Segment Start: Data section
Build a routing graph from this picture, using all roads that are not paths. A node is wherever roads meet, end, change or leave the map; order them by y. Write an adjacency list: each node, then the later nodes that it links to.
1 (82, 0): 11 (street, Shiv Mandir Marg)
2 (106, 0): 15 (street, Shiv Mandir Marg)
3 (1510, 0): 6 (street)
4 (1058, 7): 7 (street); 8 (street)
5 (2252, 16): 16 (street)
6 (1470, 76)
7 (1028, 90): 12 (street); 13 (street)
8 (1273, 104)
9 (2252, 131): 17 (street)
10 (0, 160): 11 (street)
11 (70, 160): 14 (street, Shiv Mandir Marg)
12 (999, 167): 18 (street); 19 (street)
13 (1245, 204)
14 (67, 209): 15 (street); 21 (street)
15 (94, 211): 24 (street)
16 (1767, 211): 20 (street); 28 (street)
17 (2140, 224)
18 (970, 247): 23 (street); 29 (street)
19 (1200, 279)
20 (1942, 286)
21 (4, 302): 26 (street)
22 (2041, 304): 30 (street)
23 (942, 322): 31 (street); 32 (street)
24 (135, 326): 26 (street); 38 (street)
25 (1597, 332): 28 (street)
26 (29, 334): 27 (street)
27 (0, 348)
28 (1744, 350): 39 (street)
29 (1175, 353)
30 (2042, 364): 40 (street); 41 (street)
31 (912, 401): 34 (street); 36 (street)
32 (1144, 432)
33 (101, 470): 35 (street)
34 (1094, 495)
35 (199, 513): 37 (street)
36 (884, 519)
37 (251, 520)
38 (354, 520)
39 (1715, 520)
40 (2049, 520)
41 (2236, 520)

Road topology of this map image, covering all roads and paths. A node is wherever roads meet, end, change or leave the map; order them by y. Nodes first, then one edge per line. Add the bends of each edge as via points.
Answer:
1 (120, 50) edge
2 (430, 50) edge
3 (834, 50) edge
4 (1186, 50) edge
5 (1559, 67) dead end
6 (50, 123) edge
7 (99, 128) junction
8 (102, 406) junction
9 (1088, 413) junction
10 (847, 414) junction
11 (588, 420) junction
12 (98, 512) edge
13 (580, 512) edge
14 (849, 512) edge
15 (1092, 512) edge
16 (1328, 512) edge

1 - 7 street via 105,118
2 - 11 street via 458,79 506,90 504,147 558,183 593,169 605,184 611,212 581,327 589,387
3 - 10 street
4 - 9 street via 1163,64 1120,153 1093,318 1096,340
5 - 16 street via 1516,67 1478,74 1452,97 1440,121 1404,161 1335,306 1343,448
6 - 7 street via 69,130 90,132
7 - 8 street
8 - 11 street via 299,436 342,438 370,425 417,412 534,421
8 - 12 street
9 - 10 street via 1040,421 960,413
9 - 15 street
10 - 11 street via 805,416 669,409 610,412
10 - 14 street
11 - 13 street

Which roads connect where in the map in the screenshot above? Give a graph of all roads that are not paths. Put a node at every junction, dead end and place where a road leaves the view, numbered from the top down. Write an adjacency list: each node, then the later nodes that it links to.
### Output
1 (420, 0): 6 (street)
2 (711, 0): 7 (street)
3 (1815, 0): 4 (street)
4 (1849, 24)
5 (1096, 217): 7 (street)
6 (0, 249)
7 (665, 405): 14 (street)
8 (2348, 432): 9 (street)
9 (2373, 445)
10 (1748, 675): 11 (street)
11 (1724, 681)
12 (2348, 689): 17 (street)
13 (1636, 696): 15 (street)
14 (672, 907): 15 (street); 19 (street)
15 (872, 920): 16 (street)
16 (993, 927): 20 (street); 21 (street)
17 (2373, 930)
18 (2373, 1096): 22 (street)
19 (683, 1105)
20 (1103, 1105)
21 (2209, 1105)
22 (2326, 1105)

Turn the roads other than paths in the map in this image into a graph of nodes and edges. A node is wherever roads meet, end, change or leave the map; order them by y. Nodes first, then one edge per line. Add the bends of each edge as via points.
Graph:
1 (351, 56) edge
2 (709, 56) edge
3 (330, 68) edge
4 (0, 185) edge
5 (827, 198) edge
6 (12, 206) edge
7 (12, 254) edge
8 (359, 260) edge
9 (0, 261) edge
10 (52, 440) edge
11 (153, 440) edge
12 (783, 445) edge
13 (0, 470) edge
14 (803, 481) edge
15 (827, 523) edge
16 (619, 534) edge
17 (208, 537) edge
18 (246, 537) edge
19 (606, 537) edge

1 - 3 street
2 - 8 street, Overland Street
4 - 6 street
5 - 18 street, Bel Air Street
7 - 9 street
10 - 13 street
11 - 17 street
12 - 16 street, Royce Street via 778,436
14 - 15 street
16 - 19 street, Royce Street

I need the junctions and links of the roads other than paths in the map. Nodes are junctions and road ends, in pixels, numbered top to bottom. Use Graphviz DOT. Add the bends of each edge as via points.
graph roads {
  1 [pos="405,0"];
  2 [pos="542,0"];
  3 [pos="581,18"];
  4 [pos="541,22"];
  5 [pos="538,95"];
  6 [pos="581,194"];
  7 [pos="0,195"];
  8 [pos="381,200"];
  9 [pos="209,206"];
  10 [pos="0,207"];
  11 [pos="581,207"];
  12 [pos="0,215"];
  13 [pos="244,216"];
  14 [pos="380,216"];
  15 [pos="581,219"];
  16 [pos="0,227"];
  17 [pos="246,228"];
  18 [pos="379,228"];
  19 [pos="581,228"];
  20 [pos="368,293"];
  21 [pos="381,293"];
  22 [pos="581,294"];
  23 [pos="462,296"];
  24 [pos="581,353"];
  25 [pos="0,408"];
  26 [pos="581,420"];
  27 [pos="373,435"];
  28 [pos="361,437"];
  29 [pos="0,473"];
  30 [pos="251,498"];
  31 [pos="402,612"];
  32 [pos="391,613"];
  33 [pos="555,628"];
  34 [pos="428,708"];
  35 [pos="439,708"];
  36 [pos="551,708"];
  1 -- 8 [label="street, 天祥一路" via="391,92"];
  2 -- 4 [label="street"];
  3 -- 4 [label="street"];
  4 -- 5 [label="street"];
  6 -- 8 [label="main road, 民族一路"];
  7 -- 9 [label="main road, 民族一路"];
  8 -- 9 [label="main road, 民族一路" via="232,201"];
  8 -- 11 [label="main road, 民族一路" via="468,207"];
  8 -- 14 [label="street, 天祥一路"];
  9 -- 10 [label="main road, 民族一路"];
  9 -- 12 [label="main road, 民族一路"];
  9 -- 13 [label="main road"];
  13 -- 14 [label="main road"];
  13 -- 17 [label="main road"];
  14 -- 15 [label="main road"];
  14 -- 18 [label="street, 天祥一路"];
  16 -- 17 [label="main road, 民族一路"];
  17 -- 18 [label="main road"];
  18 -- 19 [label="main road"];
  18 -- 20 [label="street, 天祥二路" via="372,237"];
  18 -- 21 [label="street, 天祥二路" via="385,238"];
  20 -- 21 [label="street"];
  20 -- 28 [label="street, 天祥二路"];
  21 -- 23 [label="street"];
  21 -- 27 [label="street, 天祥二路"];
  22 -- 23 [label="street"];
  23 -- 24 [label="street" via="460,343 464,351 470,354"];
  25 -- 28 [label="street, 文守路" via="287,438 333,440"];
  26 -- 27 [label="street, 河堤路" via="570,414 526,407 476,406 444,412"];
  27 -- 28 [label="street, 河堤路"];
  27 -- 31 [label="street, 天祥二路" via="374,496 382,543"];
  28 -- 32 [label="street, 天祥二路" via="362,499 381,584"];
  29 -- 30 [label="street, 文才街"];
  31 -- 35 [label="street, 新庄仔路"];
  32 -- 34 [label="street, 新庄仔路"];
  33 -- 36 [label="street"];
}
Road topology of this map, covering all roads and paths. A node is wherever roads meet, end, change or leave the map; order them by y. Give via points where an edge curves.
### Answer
Segment End: Data section
** Exercise goal **
Gather each line in these records that contains the string "Give".

** Answer box **
Which roads connect where in the map in the screenshot above? Give a graph of all roads that are not paths. Put a node at every junction, dead end and place where a road leaves the view, numbered from the top down. Write an adjacency list: each node, then the later nodes that it links to.
Road topology of this map, covering all roads and paths. A node is wherever roads meet, end, change or leave the map; order them by y. Give via points where an edge curves.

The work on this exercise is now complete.